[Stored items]

= Beginning of Section =

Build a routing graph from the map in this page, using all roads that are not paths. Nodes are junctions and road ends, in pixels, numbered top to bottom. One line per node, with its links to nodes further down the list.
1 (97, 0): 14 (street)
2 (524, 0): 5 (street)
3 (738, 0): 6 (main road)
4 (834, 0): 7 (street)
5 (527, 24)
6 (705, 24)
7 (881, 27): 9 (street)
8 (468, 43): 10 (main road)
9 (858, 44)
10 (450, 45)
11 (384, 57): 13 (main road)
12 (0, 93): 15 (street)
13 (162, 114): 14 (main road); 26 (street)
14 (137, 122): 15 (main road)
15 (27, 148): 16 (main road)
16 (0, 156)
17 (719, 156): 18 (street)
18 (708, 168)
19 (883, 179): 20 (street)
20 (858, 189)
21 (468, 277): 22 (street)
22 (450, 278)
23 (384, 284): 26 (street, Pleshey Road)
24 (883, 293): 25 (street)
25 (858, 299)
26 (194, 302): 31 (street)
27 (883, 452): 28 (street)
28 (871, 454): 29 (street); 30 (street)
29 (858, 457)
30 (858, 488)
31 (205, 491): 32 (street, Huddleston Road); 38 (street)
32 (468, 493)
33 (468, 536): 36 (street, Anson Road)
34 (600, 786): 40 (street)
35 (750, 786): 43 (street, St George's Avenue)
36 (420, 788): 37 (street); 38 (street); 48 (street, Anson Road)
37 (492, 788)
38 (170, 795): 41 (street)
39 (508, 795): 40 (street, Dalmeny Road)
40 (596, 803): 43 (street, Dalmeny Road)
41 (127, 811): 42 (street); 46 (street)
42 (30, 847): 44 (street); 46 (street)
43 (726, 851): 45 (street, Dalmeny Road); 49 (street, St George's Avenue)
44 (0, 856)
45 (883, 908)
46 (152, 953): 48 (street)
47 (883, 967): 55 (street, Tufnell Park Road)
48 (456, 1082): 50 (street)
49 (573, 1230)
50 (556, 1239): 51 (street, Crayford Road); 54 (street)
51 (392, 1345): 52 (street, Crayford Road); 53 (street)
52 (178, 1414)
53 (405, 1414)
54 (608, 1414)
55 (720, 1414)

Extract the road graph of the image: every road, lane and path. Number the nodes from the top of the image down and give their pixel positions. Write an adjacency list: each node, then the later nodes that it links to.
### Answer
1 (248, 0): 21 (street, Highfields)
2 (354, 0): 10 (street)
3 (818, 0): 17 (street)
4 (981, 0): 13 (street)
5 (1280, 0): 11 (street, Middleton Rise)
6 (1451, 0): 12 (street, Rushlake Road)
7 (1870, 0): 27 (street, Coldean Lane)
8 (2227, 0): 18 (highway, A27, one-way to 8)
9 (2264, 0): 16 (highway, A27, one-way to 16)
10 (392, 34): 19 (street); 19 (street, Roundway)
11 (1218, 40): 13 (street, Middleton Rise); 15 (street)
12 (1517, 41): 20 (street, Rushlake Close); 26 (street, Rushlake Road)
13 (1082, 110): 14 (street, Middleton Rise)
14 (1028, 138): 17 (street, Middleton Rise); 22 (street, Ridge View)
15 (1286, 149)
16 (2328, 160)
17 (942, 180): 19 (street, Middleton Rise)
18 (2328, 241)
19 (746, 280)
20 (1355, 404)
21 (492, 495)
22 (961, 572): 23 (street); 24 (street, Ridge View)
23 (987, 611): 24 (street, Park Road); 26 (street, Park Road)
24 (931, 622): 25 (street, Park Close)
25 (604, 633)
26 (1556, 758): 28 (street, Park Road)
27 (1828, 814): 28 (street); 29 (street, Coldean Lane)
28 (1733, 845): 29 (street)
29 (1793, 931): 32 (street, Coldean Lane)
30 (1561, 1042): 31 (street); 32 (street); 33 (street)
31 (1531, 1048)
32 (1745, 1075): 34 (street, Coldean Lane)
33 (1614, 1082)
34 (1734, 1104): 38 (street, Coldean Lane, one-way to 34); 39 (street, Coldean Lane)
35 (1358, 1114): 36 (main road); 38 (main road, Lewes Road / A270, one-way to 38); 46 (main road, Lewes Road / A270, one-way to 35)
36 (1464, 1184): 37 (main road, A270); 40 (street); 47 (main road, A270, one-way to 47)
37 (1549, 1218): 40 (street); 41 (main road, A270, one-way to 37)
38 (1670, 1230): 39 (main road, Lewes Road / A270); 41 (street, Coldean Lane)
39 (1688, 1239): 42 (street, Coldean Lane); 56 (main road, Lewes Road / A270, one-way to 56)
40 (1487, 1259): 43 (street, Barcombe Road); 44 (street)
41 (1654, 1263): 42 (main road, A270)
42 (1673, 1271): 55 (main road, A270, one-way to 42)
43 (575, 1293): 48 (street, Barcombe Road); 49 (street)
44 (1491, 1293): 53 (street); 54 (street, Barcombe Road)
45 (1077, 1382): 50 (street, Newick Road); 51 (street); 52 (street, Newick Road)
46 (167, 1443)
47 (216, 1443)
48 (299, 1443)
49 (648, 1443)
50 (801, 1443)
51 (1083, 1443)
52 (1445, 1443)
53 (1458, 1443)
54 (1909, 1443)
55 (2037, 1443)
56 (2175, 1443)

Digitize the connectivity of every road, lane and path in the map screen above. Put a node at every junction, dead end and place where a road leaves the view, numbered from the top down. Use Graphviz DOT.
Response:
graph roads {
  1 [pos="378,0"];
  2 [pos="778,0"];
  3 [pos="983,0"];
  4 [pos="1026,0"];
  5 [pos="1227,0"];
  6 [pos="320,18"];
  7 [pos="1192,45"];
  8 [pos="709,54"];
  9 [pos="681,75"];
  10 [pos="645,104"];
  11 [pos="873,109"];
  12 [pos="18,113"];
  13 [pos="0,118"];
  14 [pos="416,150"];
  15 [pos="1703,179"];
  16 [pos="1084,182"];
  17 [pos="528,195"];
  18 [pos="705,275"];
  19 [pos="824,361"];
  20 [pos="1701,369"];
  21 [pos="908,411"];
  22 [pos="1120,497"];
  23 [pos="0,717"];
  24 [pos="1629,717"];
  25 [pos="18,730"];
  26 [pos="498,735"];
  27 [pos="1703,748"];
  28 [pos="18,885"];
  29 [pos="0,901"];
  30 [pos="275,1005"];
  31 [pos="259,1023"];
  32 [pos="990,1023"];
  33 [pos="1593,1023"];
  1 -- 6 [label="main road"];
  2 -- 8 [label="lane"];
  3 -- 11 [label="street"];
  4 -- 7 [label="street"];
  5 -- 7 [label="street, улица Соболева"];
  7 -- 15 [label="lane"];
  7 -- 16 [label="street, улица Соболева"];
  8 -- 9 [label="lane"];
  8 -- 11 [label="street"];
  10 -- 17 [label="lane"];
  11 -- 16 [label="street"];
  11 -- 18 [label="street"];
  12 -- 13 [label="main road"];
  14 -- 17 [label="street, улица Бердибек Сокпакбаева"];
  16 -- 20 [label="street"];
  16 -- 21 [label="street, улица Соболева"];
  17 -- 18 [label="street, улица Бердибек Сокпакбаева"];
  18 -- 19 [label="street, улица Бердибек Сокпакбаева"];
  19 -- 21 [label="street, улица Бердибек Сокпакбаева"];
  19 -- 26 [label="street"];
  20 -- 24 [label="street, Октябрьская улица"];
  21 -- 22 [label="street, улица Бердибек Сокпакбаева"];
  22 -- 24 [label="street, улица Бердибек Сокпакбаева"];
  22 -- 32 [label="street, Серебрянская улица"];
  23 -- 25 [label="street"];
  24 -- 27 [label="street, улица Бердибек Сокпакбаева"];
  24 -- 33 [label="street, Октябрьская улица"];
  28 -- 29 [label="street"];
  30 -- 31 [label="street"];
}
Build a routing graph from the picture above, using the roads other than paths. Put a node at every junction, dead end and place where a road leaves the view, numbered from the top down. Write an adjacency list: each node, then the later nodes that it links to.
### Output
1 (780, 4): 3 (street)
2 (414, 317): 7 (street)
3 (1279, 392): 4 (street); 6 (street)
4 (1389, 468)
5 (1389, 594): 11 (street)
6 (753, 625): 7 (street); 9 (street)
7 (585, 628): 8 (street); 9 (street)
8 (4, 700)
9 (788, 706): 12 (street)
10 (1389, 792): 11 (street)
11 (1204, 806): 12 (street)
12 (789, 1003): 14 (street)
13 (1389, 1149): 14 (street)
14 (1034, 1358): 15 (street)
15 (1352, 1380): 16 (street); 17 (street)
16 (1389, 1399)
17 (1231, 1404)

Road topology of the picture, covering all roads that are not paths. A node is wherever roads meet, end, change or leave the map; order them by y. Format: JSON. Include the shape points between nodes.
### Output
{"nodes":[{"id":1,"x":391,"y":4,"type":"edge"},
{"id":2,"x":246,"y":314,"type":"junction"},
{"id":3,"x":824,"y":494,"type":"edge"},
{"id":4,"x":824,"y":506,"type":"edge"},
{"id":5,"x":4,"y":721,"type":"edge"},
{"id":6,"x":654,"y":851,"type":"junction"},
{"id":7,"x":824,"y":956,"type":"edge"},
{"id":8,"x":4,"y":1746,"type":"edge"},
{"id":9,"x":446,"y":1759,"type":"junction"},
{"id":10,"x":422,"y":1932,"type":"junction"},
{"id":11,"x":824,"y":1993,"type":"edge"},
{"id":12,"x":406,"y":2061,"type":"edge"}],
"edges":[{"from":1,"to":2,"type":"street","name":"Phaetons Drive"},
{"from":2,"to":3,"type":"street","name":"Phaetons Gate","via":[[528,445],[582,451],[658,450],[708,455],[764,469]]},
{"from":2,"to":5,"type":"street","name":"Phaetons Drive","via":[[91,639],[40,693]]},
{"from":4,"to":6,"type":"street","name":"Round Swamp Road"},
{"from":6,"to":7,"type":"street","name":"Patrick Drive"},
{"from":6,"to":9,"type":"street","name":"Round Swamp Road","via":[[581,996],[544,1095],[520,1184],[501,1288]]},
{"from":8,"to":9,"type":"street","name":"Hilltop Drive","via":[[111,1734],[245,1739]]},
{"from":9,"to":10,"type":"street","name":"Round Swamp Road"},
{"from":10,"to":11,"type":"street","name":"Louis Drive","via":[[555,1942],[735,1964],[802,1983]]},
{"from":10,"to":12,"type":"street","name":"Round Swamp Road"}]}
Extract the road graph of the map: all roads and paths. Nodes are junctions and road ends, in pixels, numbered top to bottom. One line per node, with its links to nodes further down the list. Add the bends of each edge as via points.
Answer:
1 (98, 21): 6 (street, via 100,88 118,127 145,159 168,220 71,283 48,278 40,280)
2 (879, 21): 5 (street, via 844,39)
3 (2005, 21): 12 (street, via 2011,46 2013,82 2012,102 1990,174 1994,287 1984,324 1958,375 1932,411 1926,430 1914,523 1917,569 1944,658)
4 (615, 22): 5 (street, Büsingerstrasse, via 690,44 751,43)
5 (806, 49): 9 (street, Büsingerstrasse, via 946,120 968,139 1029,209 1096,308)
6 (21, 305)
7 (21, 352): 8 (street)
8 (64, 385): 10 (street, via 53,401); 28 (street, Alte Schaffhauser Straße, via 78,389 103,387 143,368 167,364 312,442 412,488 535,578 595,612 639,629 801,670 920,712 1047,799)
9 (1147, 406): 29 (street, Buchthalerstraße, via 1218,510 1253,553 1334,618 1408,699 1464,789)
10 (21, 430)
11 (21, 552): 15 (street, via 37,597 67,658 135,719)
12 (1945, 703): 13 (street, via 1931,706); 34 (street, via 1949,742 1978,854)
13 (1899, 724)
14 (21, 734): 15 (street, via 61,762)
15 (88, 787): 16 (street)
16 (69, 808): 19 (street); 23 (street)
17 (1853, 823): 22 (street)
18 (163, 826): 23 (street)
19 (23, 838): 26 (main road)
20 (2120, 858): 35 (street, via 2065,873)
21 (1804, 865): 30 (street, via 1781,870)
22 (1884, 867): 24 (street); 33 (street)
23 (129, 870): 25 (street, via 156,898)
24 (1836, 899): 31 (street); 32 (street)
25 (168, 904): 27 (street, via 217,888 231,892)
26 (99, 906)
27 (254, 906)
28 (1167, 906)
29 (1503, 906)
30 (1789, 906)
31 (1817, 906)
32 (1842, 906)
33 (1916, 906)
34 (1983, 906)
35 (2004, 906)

= End of Section =

* About this task
State how many lines in the records above contain the word "Middleton". Write the number alone.

* Response to this exercise
5